Lawyer Secord said the new EUB directive is a good step toward addressing the problem, providing there are enough adequately trained well-abandonment service firms to do the job. But the EUB also has to get a handle on the quality of the jobs done on the 116,000 wells that have already been abandoned, he said. Secord said some of his landowner clients have videotaped wells that were supposedly properly sealed and abandoned, yet have gas bubbling up through the wellhead at the surface.
“For the last seven years, I've had concerns about what the future holds for our children,” he said.

Paul Bothwell, a staff specialist at the EUB, told the conference that the regulator is hiring more staff to deal with the backlog of inactive wells and other abandonment issues. The EUB has also begun an assessment of selected abandoned wells to determine if they present any significant risks, he said.
Each well to be abandoned must be first tested for gas flow to the surface, Bothwell said. Companies are also required to report and repair any well leaks to the surface or gas that migrates off the wellsite.

Despite recent record earnings in the industry, the proportion of wells being properly abandoned has declined compared with the number of new wells being drilled. In 2001, more than 2,200 wells were abandoned compared with over 15,000 new wells drilled, according to EUB figures. But last year, only about 1,160 wells were abandoned compared with 18,350 new wells.
Each year, the EUB also has to do the abandonment job itself on between 10 to 12 so-called orphan wells where the companies that owned them no longer exist or have gone bankrupt. Oil and gas companies pay into funds to cover the costs of properly abandoning these wells as well as orphaned oilfield waste-management facilities.

The EUB, through its licensee liability rating or LLR program, requires each company to pay an annual levy, which is based on comparing each firm's assets with how much it would cost to abandon all its wells and related facilities. If the EUB deems that the risk ratio between assets and liabilities is too high, the regulator requires the company to pay an annual security deposit to ensure there'll be sufficient money to cover the costs of abandoning all its wells and facilities.
A few small operators, who have only a couple or a few wells, have complained that the LLR program threatens their livelihood. They say the program forces them to pay a steep levy or a security deposit each year, because the cost of abandoning their facilities is often greater than the value of those few assets.

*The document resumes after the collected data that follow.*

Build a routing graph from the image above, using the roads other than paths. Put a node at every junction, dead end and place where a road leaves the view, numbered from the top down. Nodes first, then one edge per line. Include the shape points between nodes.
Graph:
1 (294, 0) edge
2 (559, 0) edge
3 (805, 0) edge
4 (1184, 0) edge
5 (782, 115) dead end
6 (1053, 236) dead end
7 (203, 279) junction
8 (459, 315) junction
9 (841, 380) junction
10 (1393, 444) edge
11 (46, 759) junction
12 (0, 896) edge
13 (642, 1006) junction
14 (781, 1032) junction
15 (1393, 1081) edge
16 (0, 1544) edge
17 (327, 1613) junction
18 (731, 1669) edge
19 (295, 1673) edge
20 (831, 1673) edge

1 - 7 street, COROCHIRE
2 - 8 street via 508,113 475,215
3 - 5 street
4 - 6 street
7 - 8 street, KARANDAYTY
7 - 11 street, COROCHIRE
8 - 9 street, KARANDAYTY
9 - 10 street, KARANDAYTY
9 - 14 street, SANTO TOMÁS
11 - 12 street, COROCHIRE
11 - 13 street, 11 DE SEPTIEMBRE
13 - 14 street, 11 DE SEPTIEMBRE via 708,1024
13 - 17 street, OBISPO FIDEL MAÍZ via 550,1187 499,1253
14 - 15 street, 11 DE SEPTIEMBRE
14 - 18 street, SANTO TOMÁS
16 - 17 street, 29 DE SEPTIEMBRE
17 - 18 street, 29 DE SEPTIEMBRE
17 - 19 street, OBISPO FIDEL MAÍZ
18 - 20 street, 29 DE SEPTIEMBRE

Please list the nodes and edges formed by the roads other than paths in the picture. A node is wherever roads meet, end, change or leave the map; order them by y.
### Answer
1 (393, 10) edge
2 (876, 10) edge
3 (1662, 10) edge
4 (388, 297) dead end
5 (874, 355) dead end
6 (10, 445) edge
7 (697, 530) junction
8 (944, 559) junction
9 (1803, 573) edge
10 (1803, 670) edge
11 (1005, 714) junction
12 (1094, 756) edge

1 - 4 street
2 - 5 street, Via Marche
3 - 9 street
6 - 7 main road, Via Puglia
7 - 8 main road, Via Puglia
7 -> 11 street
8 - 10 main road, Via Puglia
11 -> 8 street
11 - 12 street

But Howard Fedorak, a manager with the EUB's LLR program, says the program treats all licensees equally.
“The way for big or small companies to reduce their levies or avoid paying security deposits is to reduce their liabilities by abandoning facilities that have outlived their usefulness,” Fedorak told the conference. “The LLR program itself doesn't put anybody out of business.”
The EUB has drafted a proposed new LLR program for large facilities, such as natural gas-processing plants and oilsands mines, to ensure there is sufficient money in the future for their proper abandonment. The regulatory board is also looking at a similar program for power plants and electricity transmission lines.

Peter Miller, a lawyer for Imperial Oil, says the industry, EUB, government and other stakeholders all have to work together to ensure that funds are set aside, starting now, to pay for the abandonment of large facilities.
“As Western Canada's oil and gas industry winds down over the next 30 years, the costs of properly shutting down and reclaiming large facilities shouldn't be left only to the major firms that will likely be the last remaining operators,” Miller told the conference. “A new structure needs to be put in place to pay for the proper abandonment of large facilities, but it has to be done carefully and the risks must be shared equitably,” Miller said. “We can't be stupid and cripple our whole economy because we have a fear of something in the future.”